Meu coração aperta ao lembrar das árvores em fila dupla que emolduravam a Afonso Pena. O prefeito Jorge Carone em 1963 mandou cortá-las, pois atrapalhavam o trânsito. Violência maior contra BH foi perpetrada pelo “governador” Rondon Pacheco, nomeado pelos militares para o cargo. Foi dele que partiu a autorização para a mineradora MBR, hoje incorporada pela Vale do Rio Doce destruir boa parte da Serra do Curral, que deu o nome de belo horizonte para a capital.
Junto com as árvores e parte do nosso belo horizonte, as muitas lojas que ali haviam também desapareceram. Para mim o centro, que a gente chamava de “Cidade”, permanece vivo como um terreno bucólico de minhas lembranças. As senhoras que chegavam do interior faziam “avenida” de braços dados com os maridos apreciando os últimos lançamentos da moda nas vitrines da majestosa avenida. Seus pés delicados sobre os saltos altos não corriam o risco de torcer nos buracos que hoje são a marca das calçadas do centro.
A “Guanabara”, com seu prédio que ostentava grandeza, saiu sem deixar rastro. A Mobiliadora Inglesa que se fundiu com as Casas Levy, gerando a Inglesa-Levy, a Bemoreira e a Ducal que formaram a Bemoreira-Ducal nos atendia bem, mesmo sendo secundária, e a Sloper merece ser lembrada. De boas lojas, nem sobra do que era pode restar ali no centro. As lojas Hamilton foram para a Savassi e para os shoppings. Será que ainda resistem em meio às franquias globais? Eram belas lojas, onde os estudantes expunham as fotos das turmas de formandos, a cada ano mais trabalhadas as estruturas que ornamentavam o conjunto. Todo mundo parava ao cair da noite procurando encontrar algum conhecido no meio das fotos dos cursos das duas honrosas Universidades: a Federal e a Católica.
A Igreja São José, a primeira projetada para a nova capital, de um ponto de encontro religioso no centro da cidade, virou um estacionamento com uma grade na frente da escadaria. Ao fundo do quarteirão os padres construíram o “Edifício Santo Afonso”, símbolo do pragmatismo global do catolicismo romano. A de Santo Antonio, de origem discutível, hoje se encontra atrás de out-doors e propagandas das lojas que a circundam, e sua área externa virou um mega-estacionamento. Também a de Nossa Senhora das Dores, na Floresta, não ficou para trás e abriu várias lojas.

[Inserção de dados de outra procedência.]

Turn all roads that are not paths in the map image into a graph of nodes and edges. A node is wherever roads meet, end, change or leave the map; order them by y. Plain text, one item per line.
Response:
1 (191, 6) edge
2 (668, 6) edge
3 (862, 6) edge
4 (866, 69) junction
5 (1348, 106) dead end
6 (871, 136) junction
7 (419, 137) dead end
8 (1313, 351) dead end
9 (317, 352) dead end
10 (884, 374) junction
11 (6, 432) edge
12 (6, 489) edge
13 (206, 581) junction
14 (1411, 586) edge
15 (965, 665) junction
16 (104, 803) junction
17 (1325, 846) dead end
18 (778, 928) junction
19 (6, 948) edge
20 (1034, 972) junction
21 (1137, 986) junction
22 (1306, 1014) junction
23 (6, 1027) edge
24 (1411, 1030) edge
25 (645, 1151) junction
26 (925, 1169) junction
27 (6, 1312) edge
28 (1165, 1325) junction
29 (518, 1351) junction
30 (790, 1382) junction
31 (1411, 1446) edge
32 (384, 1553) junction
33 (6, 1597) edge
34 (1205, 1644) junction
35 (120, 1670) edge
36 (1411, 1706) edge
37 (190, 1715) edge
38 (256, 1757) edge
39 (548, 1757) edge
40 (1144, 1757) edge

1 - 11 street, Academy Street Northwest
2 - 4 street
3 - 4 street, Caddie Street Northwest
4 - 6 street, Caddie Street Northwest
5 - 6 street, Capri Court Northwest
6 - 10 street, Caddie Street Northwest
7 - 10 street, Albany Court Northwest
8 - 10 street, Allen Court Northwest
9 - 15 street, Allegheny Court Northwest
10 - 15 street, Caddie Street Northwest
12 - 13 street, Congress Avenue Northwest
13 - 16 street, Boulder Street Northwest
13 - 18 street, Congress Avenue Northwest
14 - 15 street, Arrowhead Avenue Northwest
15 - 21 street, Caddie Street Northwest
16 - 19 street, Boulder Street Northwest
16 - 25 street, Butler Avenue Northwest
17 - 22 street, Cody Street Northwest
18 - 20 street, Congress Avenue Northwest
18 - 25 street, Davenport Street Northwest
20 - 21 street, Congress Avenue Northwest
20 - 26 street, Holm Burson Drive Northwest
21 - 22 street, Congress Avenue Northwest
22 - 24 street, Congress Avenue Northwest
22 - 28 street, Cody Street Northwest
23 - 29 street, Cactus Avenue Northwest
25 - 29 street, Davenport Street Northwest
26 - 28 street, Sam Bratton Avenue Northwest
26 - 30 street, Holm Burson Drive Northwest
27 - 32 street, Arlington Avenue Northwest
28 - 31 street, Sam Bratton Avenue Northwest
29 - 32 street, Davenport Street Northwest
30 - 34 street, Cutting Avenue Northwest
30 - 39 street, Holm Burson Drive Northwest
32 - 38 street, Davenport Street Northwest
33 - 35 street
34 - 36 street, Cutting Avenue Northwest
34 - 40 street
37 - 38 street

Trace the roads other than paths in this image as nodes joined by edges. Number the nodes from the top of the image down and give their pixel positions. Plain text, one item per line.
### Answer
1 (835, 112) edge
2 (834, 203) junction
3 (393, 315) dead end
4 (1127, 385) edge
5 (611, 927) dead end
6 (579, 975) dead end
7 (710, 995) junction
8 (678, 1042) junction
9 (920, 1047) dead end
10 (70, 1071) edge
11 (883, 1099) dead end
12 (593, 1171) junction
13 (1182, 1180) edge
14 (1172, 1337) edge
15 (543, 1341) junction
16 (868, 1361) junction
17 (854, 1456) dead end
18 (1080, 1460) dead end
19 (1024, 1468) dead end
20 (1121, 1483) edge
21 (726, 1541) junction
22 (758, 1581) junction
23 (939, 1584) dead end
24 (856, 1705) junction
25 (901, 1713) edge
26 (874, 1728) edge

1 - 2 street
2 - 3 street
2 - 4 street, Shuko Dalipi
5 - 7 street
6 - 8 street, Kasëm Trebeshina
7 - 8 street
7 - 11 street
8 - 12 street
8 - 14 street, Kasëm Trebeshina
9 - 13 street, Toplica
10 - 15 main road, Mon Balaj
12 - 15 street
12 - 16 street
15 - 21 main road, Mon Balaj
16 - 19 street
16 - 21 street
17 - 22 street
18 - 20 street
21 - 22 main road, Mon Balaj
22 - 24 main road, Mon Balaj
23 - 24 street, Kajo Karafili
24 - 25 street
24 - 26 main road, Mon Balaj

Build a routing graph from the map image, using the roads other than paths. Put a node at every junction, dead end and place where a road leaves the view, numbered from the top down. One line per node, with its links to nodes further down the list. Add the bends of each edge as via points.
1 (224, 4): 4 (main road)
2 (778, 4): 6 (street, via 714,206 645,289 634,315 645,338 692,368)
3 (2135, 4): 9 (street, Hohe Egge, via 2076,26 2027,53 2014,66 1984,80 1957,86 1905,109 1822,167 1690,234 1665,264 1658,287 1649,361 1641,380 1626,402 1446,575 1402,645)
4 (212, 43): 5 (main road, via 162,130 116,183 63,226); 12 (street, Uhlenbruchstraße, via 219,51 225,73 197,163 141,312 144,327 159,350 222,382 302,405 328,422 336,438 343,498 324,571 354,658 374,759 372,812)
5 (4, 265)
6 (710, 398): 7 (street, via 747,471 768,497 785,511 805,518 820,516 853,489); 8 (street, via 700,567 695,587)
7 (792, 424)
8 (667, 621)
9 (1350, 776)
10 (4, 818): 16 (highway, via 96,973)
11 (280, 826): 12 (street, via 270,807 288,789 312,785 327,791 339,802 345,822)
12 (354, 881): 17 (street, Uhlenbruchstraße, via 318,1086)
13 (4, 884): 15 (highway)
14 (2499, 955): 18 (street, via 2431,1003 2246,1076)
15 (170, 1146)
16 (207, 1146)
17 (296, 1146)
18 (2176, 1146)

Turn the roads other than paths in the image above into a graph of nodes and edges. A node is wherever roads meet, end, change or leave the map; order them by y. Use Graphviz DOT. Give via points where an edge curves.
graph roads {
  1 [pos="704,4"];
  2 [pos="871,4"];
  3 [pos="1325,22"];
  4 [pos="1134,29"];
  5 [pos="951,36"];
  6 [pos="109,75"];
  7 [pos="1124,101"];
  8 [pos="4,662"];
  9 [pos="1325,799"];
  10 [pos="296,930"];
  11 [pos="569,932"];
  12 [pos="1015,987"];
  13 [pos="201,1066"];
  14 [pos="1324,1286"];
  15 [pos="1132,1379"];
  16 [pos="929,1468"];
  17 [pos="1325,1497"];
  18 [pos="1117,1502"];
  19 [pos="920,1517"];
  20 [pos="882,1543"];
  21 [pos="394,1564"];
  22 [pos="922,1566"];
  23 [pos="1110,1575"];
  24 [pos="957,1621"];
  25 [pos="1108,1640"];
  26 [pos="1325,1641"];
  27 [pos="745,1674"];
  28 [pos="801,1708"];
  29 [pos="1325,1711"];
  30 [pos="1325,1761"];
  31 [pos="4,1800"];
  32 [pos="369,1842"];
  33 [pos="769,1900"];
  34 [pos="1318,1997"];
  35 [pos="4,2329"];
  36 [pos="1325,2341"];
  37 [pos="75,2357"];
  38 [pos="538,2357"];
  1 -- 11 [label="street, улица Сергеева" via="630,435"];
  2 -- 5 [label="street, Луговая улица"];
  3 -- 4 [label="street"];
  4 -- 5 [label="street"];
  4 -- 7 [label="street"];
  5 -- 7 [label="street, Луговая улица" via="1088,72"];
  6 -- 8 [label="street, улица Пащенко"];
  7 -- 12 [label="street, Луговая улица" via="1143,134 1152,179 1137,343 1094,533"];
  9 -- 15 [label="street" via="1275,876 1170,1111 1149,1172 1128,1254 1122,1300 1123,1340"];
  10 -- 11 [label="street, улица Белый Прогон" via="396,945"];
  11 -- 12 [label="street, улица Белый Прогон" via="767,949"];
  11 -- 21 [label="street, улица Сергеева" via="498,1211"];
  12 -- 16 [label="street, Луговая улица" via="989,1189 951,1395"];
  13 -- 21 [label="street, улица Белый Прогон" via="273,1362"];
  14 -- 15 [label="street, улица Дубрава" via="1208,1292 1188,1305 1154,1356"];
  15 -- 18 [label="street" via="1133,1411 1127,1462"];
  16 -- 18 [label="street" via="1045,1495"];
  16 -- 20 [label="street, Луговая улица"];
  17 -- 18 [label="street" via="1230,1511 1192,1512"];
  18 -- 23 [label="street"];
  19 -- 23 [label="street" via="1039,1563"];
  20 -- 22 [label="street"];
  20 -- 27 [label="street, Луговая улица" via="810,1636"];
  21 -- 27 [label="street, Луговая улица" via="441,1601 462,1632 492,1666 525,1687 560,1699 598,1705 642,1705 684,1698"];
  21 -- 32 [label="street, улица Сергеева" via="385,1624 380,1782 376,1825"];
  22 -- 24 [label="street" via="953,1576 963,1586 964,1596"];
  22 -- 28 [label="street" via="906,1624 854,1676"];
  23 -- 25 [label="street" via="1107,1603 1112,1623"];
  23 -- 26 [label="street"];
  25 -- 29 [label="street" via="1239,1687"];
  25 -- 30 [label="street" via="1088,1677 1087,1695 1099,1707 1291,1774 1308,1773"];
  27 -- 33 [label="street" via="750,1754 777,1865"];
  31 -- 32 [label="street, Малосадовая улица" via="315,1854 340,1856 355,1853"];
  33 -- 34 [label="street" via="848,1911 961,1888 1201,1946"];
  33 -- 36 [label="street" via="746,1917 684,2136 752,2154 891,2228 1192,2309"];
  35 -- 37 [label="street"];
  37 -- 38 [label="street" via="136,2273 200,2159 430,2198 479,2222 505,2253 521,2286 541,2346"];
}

Os cinemas, o Glória já havia ido há muitas décadas, restavam o Arte Avenida, o Art-Palácio, o Brasil, o Acaiaca, o Tupi e o Metrópole, comprado e demolido pelo Bradesco que ali construiu um prédio de gosto horrível. Se o país não passasse pelo auge da ditadura militar certamente teria havido algum protesto contra esse símbolo do capitalismo selvagem que se projetou a partir de São Paulo.
A papelaria Rex ainda tentou mudar para bem longe, lá para a Avenida Nossa Senhora do Carmo. Será que vingou? A proprietária, Viúva Antonio Guerra, desapareceu do ponto mais central da Praça Sete. A Livraria Oscar Nicolai, que luxo era a sua placa que parecia ter letras de ouro! O Sabino trabalhava lá, eu creio. O Roberto, grande livreiro e também como pessoa, deixou a vida outro dia. A foto Zatz quase única nas fotos 3×4 ainda permanece num cantinho sem nenhuma expressão.
O conjunto Sulacap descaracterizou-se completamente. Hoje mais parece uma favela vertical no centro da capital. A aprovação daquela monstruosidade, dizem as más línguas, enriqueceu o prefeito da ocasião.
O prédio da Assembléia Legislativa, ali na Praça Afonso Arinos pegou fogo e levou com o incêndio todas as provas das vultosas maracutaias. Ao lado, ainda resiste o Centro de Cultura, localizado em um belíssimo prédio de arquitetura neogótica de inspiração portuguesa. O Grande Hotel cedeu lugar ao Conjunto Arcângelo Maleta.
Os hotéis até que teimam em manter os nomes que já não têm mais nada com seu passado. O Ambassy, o Financial, o Brasil Palace; o Oeste, o Bragança e Gontijo, preferidos pela gente cautelosa, alguns viraram motéis de alta rotatividade na confusão que virou o centro.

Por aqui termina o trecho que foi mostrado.